**** DATASET ENTRIES
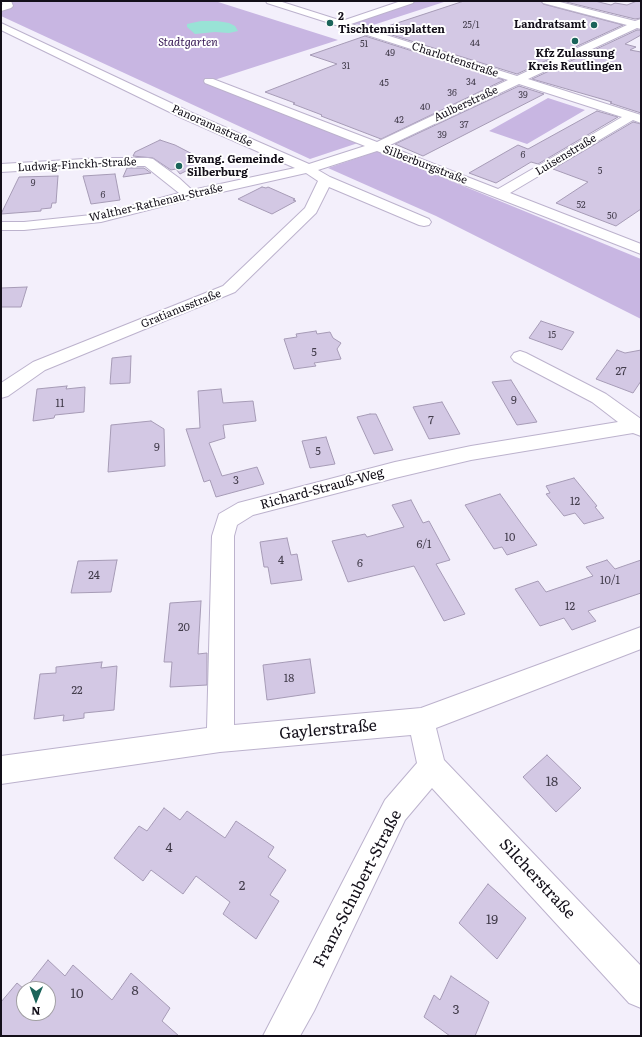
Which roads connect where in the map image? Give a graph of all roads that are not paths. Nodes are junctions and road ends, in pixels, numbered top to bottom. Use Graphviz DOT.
graph roads {
  1 [pos="270,1"];
  2 [pos="410,1"];
  3 [pos="546,1"];
  4 [pos="341,24"];
  5 [pos="639,24"];
  6 [pos="1,26"];
  7 [pos="518,80"];
  8 [pos="209,81"];
  9 [pos="636,118"];
  10 [pos="378,146"];
  11 [pos="1,168"];
  12 [pos="308,168"];
  13 [pos="325,180"];
  14 [pos="501,193"];
  15 [pos="189,195"];
  16 [pos="424,222"];
  17 [pos="1,226"];
  18 [pos="641,249"];
  19 [pos="520,357"];
  20 [pos="1,392"];
  21 [pos="638,428"];
  22 [pos="641,638"];
  23 [pos="421,721"];
  24 [pos="220,739"];
  25 [pos="432,766"];
  26 [pos="1,770"];
  27 [pos="641,990"];
  28 [pos="281,1036"];
  1 -- 4 [label="street, Charlottenstraße"];
  2 -- 4 [label="street"];
  3 -- 5 [label="street"];
  4 -- 7 [label="street, Charlottenstraße"];
  5 -- 7 [label="street, Aulberstraße"];
  6 -- 12 [label="street, Panoramastraße"];
  7 -- 9 [label="street, Charlottenstraße"];
  7 -- 10 [label="street, Aulberstraße"];
  8 -- 10 [label="street, Silberburgstraße"];
  9 -- 14 [label="street, Luisenstraße"];
  10 -- 12 [label="street, Walther-Rathenau-Straße"];
  10 -- 14 [label="street, Silberburgstraße"];
  11 -- 15 [label="street, Ludwig-Finckh-Straße"];
  12 -- 13 [label="street, Panoramastraße"];
  12 -- 15 [label="street, Walther-Rathenau-Straße"];
  13 -- 16 [label="street, Panoramastraße"];
  13 -- 20 [label="street, Gratianusstraße"];
  14 -- 18 [label="street, Silberburgstraße"];
  15 -- 17 [label="street, Walther-Rathenau-Straße"];
  19 -- 21 [label="street, Richard-Strauß-Weg"];
  21 -- 24 [label="street, Richard-Strauß-Weg"];
  22 -- 23 [label="street, Gaylerstraße"];
  23 -- 24 [label="street, Gaylerstraße"];
  23 -- 25 [label="street"];
  24 -- 26 [label="street, Gaylerstraße"];
  25 -- 27 [label="street, Silcherstraße"];
  25 -- 28 [label="street, Franz-Schubert-Straße"];
}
********
**AIM OF THE EXERCISE**: With pictures excluded, the data must be transcribed in full and to the letter.

**COMPLETED EXERCISE**:
Which roads connect where in the map image? Give a graph of all roads that are not paths. Nodes are junctions and road ends, in pixels, numbered top to bottom. Use Graphviz DOT.
graph roads {
  1 [pos="270,1"];
  2 [pos="410,1"];
  3 [pos="546,1"];
  4 [pos="341,24"];
  5 [pos="639,24"];
  6 [pos="1,26"];
  7 [pos="518,80"];
  8 [pos="209,81"];
  9 [pos="636,118"];
  10 [pos="378,146"];
  11 [pos="1,168"];
  12 [pos="308,168"];
  13 [pos="325,180"];
  14 [pos="501,193"];
  15 [pos="189,195"];
  16 [pos="424,222"];
  17 [pos="1,226"];
  18 [pos="641,249"];
  19 [pos="520,357"];
  20 [pos="1,392"];
  21 [pos="638,428"];
  22 [pos="641,638"];
  23 [pos="421,721"];
  24 [pos="220,739"];
  25 [pos="432,766"];
  26 [pos="1,770"];
  27 [pos="641,990"];
  28 [pos="281,1036"];
  1 -- 4 [label="street, Charlottenstraße"];
  2 -- 4 [label="street"];
  3 -- 5 [label="street"];
  4 -- 7 [label="street, Charlottenstraße"];
  5 -- 7 [label="street, Aulberstraße"];
  6 -- 12 [label="street, Panoramastraße"];
  7 -- 9 [label="street, Charlottenstraße"];
  7 -- 10 [label="street, Aulberstraße"];
  8 -- 10 [label="street, Silberburgstraße"];
  9 -- 14 [label="street, Luisenstraße"];
  10 -- 12 [label="street, Walther-Rathenau-Straße"];
  10 -- 14 [label="street, Silberburgstraße"];
  11 -- 15 [label="street, Ludwig-Finckh-Straße"];
  12 -- 13 [label="street, Panoramastraße"];
  12 -- 15 [label="street, Walther-Rathenau-Straße"];
  13 -- 16 [label="street, Panoramastraße"];
  13 -- 20 [label="street, Gratianusstraße"];
  14 -- 18 [label="street, Silberburgstraße"];
  15 -- 17 [label="street, Walther-Rathenau-Straße"];
  19 -- 21 [label="street, Richard-Strauß-Weg"];
  21 -- 24 [label="street, Richard-Strauß-Weg"];
  22 -- 23 [label="street, Gaylerstraße"];
  23 -- 24 [label="street, Gaylerstraße"];
  23 -- 25 [label="street"];
  24 -- 26 [label="street, Gaylerstraße"];
  25 -- 27 [label="street, Silcherstraße"];
  25 -- 28 [label="street, Franz-Schubert-Straße"];
}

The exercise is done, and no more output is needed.